Australian lithium and iron ore producer Mineral Resources (MinRes) is placing its Bald Hill site into care and maintenance, with operations set to shut down over the coming month given the prolonged lithium market downturn, said the firm on 13 November.
The site's mining and mobile maintenance operations will cease from 13 November, followed by its spodumene concentrate plant in early December, said Minres, adding that the move will "preserve" cash and the site's orebody. The producer was recently rocked by a tax scandal that will see its founder Chris Ellison, who advocated for a focus on spodumene rather than downstream processing, departing the firm. Bald Hill's workforce of approximately 300 employees will be prioritised for redeployment, with layoffs to occur if the redeployment proves unsuccessful.
MinRes earlier issued a July 2024-June 2025 fiscal year lithium shipment guidance of 120,000-145,000 dry metric tonnes (dmt) of spodumene concentrate on a 6pc grade basis for the Bald Hill site. The site is now expected to ship just 60,000dmt given the transition. The firm finalised the site's acquisition in November 2023 and it was the newest addition to its spodumene producing mines.
A ramp-up back to full operation is expected to take four to six weeks when lithium prices recover to a level that "incentivises" a restart, said the firm.
Argus-assessed prices for 6pc grade lithium concentrate (spodumene) rose to $780-830/t cif China on 12 November from $740-790/t cif China a week earlier, in response to rising prices for lithium salts, coupled with spodumene output adjustments at major producers. But prices have crashed from an all-time high of $5,875/t cif China at the end of November 2022 and remain far below around $1,925/t cif China a year earlier.
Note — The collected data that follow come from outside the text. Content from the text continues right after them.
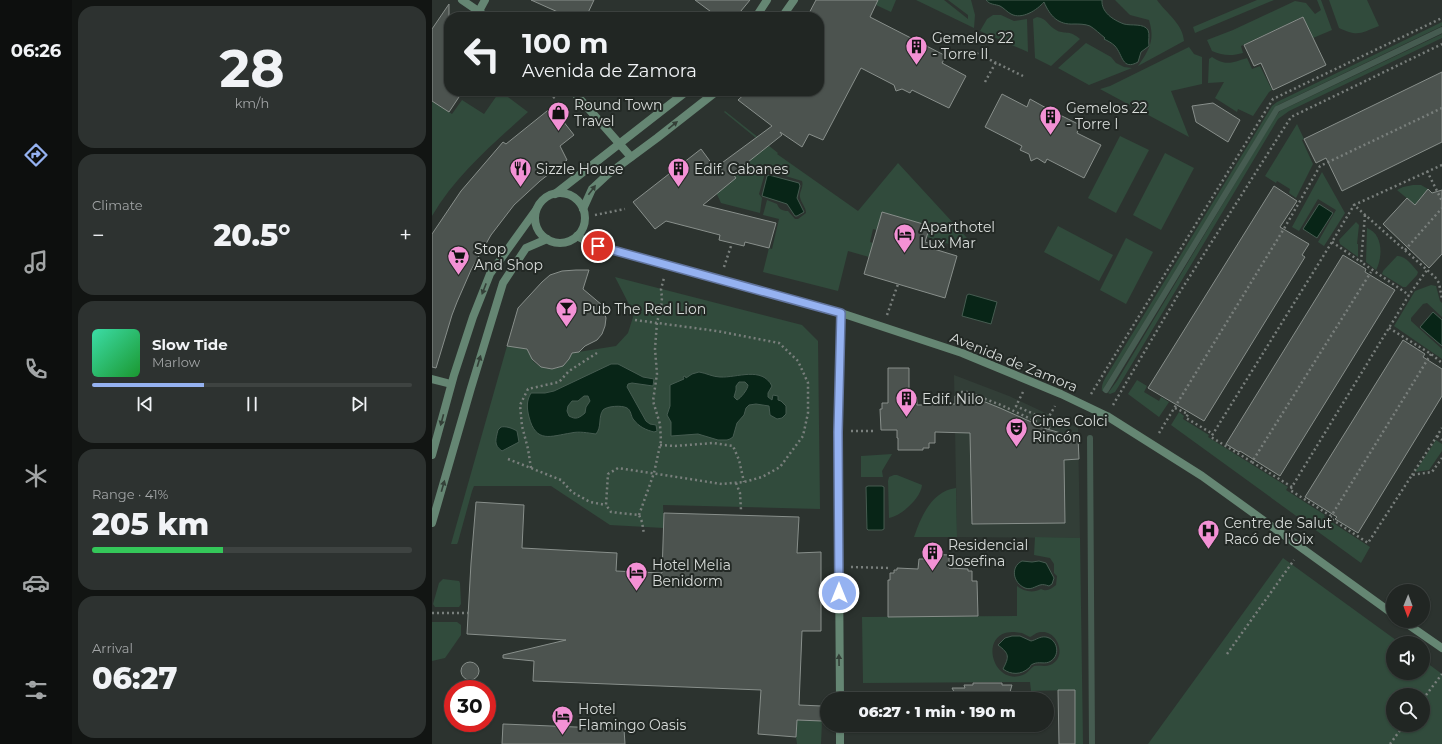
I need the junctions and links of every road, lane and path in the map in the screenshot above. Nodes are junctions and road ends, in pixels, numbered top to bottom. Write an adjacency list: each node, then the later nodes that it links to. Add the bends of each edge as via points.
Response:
1 (462, 0): 5 (street)
2 (485, 0): 5 (street)
3 (767, 0): 6 (street)
4 (794, 0): 7 (street)
5 (479, 11)
6 (759, 12)
7 (786, 12)
8 (1442, 18): 56 (path, via 1273,99)
9 (1442, 44): 60 (path, via 1291,117 1178,295)
10 (972, 51): 11 (path)
11 (996, 62): 12 (path); 13 (path)
12 (1023, 76)
13 (986, 82)
14 (556, 96): 18 (path)
15 (577, 96): 20 (street)
16 (680, 96): 20 (street)
17 (710, 96): 21 (street, one-way to 17)
18 (553, 98)
19 (1442, 108): 58 (path, via 1320,166)
20 (619, 143): 21 (street); 24 (street)
21 (631, 157): 30 (street, one-way to 21, via 592,189)
22 (1442, 164): 23 (path)
23 (1428, 171): 25 (path); 26 (path)
24 (555, 194): 29 (street, via 546,197); 30 (street, via 571,196 578,202)
25 (1442, 201)
26 (1354, 205): 31 (path); 34 (path)
27 (1442, 208): 36 (path)
28 (625, 209): 30 (path)
29 (536, 210): 33 (street, via 537,227); 54 (street, one-way to 54, via 490,274)
30 (583, 213): 32 (street, via 584,224)
31 (1365, 214): 36 (path); 37 (path)
32 (576, 236): 33 (street, via 562,243); 40 (street, Avenida de Zamora, via 609,249)
33 (547, 239): 86 (street, one-way to 33, via 503,283 526,248)
34 (1332, 242): 37 (path); 67 (path)
35 (730, 246): 40 (path)
36 (1405, 250): 38 (path)
37 (1362, 262): 43 (path)
38 (1427, 270): 43 (path); 44 (path, via 1439,283)
39 (1371, 272): 75 (path)
40 (720, 279): 46 (street, Avenida de Zamora)
41 (898, 284): 45 (path)
42 (661, 289): 48 (path, via 662,298)
43 (1409, 295): 49 (path)
44 (1442, 299)
45 (890, 308)
46 (841, 313): 56 (street, Avenida de Zamora, via 962,353); 66 (street)
47 (635, 320): 48 (path)
48 (657, 322): 71 (path, via 657,374 653,401 660,424); 79 (path, via 780,343 798,361 808,383 808,413 803,436 780,466 762,477)
49 (1390, 328): 51 (path); 81 (path)
50 (597, 353): 76 (path, via 569,371 559,382 528,389 520,405)
51 (1431, 354): 52 (path); 85 (path)
52 (1442, 363)
53 (432, 379): 54 (street)
54 (451, 384): 72 (street, one-way to 72)
55 (961, 392): 61 (path, via 967,392)
56 (1085, 405): 60 (street, Avenida de Zamora)
57 (1019, 407): 59 (path)
58 (1175, 408): 67 (path, via 1188,414 1186,418); 70 (path)
59 (1032, 413): 61 (path); 62 (path)
60 (1107, 416): 70 (street, Avenida de Zamora)
61 (1029, 419): 63 (path)
62 (1045, 419)
63 (1050, 428)
64 (1442, 428): 68 (path)
65 (876, 431): 66 (path)
66 (838, 432): 89 (street)
67 (1213, 434): 75 (path, via 1211,437)
68 (1437, 436): 69 (path); 78 (path)
69 (1442, 440)
70 (1152, 444): 88 (street, Avenida de Zamora, via 1202,476)
71 (660, 445): 77 (path); 79 (path, via 713,443 733,446)
72 (432, 456)
73 (1442, 458): 78 (path, via 1432,472)
74 (508, 460): 76 (path)
75 (1252, 462): 81 (path)
76 (531, 468): 82 (path, via 561,480 572,492 590,502)
77 (654, 473): 80 (path, via 722,484); 82 (path, via 618,468 608,474); 84 (path)
78 (1412, 475): 85 (path, via 1368,542 1330,518)
79 (744, 482): 80 (path)
80 (736, 483): 83 (path, via 740,493)
81 (1292, 486): 85 (path, via 1290,490)
82 (606, 506): 84 (path, via 611,512)
83 (741, 510)
84 (639, 515): 87 (path)
85 (1332, 516)
86 (432, 523)
87 (644, 534)
88 (1303, 548): 91 (street, Avenida de Zamora); 96 (path)
89 (839, 567): 90 (path); 99 (street, one-way to 89)
90 (891, 568)
91 (1386, 609)
92 (432, 613): 93 (path)
93 (468, 613)
94 (1413, 628): 95 (street)
95 (1442, 648)
96 (1227, 654)
97 (1442, 674): 98 (path)
98 (1430, 690)
99 (840, 692)
100 (840, 732): 102 (street)
101 (1399, 732): 103 (path)
102 (840, 744)
103 (1390, 744)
Multiple lithium firms operating in Australia have started to buckle under the drawn-out market slump this year, with projects constantly being pushed back or placed into care and maintenance. Some of the operations that have been placed into care and maintenance include Core Lithium's Finniss site, Pilbara's Ngungaju plant and US lithium producer Albemarle's Kemerton lithium conversion facility train 2. Albemarle has also announced cost-cutting measures and halted the construction of train 3.
Australian lithium producer Liontown Resources this month has cut the production target at its Kathleen Valley project, one of the newest lithium mines in the country, as it wrestles with the downturn.